О, коварный, ветреный ребенок,
Ты скажи мне, чем я провинился,
Что меня ты обрекла на пытку,
Что свое нарушила ты слово?

А бывает, он входит к ней в комнату. Она спит. Он описывает ее спящую в своей песне, а потом запечатлевает в рисунке, и так, вовсе нечаянно, первый раз в жизни иллюстрирует собственные стихи.

Проходит несколько месяцев. По своему обыкновению он отодвигает эпизод чуть-чуть вдаль, так, чтобы его можно было окинуть взглядом весь целиком, но не утратить ни одну из подробностей. Ведь Гёте стремится к античной простоте. Возлюбленная кажется ему столь естественной, столь бесхитростной, как римлянки, которых он познал в Риме и которых некогда встречал Гораций. Вот почему в элегии портрет ее, чуть измененный, входит в картину, где Рим, Фаустина, Христиана сливаются в единый образ.
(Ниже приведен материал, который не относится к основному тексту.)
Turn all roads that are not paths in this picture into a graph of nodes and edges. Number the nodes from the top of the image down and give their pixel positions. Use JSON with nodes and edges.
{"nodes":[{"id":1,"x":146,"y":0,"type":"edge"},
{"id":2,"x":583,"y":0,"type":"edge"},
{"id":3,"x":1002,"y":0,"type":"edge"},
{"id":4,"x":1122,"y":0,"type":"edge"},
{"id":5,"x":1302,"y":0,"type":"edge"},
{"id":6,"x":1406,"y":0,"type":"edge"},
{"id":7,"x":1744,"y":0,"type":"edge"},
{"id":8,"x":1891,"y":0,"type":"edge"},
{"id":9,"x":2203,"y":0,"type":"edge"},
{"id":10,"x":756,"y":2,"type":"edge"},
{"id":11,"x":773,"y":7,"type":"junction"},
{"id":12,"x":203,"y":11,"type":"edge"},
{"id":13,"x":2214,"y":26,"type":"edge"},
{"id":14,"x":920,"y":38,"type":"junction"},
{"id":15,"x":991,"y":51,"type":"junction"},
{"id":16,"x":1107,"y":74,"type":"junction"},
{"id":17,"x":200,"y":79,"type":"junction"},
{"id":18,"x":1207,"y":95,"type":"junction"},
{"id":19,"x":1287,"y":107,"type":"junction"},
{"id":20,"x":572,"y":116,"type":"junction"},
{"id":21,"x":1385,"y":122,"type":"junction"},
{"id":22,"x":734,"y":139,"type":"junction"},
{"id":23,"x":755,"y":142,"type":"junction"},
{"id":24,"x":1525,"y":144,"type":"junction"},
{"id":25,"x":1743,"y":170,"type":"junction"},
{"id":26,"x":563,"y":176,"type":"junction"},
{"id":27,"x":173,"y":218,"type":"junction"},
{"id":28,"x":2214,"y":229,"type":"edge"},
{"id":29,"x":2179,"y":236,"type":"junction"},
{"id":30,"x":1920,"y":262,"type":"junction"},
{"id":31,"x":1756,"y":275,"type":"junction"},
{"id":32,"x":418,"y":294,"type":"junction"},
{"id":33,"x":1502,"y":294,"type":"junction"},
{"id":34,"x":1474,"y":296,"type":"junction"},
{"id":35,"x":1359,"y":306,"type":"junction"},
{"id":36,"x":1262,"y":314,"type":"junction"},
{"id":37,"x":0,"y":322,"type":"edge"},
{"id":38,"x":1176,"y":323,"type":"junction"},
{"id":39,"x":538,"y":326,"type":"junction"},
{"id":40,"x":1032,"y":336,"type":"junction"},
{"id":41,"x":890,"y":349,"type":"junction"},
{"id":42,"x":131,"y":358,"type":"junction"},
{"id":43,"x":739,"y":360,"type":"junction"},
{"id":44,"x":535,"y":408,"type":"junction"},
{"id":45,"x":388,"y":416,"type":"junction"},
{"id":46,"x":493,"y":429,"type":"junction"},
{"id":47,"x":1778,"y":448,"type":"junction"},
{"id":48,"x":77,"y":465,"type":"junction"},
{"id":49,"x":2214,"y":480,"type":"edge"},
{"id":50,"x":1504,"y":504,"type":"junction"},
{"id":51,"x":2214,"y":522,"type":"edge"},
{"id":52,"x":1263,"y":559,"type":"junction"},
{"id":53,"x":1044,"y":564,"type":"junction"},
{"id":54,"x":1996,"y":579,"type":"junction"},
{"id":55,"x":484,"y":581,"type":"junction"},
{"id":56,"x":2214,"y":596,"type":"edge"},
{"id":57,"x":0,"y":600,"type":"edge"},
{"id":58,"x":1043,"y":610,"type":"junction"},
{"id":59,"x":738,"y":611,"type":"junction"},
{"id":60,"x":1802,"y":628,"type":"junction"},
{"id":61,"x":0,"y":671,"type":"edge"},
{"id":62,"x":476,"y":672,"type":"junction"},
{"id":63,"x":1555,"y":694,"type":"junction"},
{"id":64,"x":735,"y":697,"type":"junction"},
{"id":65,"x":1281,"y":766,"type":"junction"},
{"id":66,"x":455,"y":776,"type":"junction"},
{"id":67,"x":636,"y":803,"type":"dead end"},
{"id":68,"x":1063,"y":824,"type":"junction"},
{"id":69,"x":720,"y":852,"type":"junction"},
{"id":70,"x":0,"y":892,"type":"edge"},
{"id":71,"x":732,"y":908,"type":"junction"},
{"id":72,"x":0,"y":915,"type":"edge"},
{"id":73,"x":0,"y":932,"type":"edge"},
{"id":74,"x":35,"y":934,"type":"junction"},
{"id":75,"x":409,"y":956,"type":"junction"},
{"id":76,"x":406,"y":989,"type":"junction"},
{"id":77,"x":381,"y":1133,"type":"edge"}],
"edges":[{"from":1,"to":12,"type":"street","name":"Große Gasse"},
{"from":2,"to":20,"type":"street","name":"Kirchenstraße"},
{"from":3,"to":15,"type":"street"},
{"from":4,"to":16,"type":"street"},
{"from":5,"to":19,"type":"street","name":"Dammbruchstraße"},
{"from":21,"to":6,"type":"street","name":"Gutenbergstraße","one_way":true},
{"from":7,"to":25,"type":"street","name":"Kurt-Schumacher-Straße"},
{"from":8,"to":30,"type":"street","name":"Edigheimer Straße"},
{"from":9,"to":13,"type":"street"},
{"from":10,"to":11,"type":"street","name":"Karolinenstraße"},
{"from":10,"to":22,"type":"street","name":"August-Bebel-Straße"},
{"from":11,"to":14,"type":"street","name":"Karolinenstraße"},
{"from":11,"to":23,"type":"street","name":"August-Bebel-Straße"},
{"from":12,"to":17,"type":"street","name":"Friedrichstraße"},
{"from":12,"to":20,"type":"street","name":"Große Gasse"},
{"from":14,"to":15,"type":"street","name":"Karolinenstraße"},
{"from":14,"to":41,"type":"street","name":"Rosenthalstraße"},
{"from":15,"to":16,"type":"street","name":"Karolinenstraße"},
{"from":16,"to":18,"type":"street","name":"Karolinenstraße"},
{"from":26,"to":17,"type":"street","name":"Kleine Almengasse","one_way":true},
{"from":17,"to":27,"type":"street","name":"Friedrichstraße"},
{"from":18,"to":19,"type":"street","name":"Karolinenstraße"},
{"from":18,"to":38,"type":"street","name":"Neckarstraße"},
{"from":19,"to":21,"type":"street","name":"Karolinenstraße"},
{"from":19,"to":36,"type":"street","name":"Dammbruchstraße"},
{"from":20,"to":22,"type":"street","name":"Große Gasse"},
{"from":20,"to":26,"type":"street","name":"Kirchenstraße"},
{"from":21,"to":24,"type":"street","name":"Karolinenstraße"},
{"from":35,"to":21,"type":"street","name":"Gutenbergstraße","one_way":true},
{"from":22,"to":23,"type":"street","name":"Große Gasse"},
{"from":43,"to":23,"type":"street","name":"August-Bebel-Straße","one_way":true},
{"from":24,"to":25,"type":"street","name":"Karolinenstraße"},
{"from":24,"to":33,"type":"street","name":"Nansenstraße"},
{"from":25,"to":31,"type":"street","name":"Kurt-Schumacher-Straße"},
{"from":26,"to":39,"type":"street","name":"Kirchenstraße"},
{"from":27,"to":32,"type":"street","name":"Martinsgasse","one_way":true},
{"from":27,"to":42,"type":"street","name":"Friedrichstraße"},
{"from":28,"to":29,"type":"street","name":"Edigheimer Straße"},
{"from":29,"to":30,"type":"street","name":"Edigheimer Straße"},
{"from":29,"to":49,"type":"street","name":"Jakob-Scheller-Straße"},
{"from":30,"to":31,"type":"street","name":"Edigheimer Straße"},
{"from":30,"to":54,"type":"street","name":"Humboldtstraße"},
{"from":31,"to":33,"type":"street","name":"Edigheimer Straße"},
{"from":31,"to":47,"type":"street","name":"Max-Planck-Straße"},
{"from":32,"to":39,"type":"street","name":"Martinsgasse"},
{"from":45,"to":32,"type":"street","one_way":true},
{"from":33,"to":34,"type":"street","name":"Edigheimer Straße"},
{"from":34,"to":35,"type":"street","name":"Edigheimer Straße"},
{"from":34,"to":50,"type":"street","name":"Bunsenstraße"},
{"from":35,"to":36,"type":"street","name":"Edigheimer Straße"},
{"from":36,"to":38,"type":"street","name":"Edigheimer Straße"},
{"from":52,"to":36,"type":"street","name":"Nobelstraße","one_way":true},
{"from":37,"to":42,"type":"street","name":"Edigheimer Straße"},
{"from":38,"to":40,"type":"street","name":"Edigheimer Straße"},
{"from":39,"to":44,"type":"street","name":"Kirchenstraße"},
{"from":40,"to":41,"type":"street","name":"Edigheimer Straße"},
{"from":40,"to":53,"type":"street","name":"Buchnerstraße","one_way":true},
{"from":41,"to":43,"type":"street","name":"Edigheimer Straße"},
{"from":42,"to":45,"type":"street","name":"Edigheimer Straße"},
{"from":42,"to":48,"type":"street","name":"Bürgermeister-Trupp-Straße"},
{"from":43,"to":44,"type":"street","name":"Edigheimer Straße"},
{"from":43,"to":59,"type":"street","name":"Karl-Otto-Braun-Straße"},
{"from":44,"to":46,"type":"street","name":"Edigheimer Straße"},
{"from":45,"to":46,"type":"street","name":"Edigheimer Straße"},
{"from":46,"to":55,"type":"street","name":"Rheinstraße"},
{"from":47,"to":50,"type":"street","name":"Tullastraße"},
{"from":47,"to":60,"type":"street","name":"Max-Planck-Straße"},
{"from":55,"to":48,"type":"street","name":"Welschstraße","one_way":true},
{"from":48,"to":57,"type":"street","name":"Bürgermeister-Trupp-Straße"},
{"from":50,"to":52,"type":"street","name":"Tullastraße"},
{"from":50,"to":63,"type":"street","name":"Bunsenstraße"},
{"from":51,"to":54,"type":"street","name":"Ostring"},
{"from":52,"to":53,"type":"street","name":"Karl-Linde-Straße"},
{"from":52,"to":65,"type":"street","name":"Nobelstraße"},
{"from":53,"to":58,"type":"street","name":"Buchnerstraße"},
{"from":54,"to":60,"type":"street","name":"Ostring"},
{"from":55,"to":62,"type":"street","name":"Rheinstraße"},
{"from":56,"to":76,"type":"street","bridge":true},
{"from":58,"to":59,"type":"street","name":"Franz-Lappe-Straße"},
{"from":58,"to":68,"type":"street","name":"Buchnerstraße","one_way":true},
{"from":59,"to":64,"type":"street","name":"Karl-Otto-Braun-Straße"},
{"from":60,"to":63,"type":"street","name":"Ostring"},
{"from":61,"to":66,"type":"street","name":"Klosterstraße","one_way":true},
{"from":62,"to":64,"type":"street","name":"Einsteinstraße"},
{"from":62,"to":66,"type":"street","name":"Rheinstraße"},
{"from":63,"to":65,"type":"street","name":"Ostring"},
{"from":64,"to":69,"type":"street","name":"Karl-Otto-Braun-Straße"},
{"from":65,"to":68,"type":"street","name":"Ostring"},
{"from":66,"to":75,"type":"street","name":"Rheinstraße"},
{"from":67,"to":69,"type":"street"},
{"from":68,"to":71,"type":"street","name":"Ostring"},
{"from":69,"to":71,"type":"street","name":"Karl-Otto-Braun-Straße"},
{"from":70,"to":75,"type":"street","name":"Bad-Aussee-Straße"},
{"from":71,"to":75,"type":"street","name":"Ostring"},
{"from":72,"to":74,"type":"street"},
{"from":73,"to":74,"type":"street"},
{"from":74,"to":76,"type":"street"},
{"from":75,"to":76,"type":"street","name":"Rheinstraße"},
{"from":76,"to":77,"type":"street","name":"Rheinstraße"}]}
Ночью же Амур к другим меня призывает занятьям;
Так, вполовину учась, счастлив я ныне вдвойне.
Впрочем, я ль не учусь, когда выпуклость нежную груди
Взором слежу и рукой вдоль по бедру провожу?
Мрамора тайна раскрылась: закон постигаю в сравненьях;
Глаз, осязая, глядит; чувствует, гладя, рука.
Если ж дневные часы порой на любимую трачу,
Трату часом ночным мне возмещает она:
Ночью не сплошь поцелуи у нас, ведем и беседы;
Сон одолеет ее — в замыслы я погружусь.
Было не раз, что стихи сочинял я в объятьях у милой.
Мерный гекзаметра счет пальцев игрой на спине
Тихо отстукивал я. Любимая дышит в дремоте.
Мне дыхания жар грудь до глубин опалит.

Проходит полтора года. Христиана рожает ему первенца. Первые недели ребенок плохо прибавляет в весе, и это тревожит отца. Сам он сейчас в Венеции и пишет оттуда Гердеру, пишет о женщине, которой обладает вот уже два года и которая дарит его счастьем.

«Я очень беспокоюсь о тех, кого оставил дома, и сознаюсь тебе, что люблю эту девушку страстно. Только во время поездки я почувствовал, как привязан к ней».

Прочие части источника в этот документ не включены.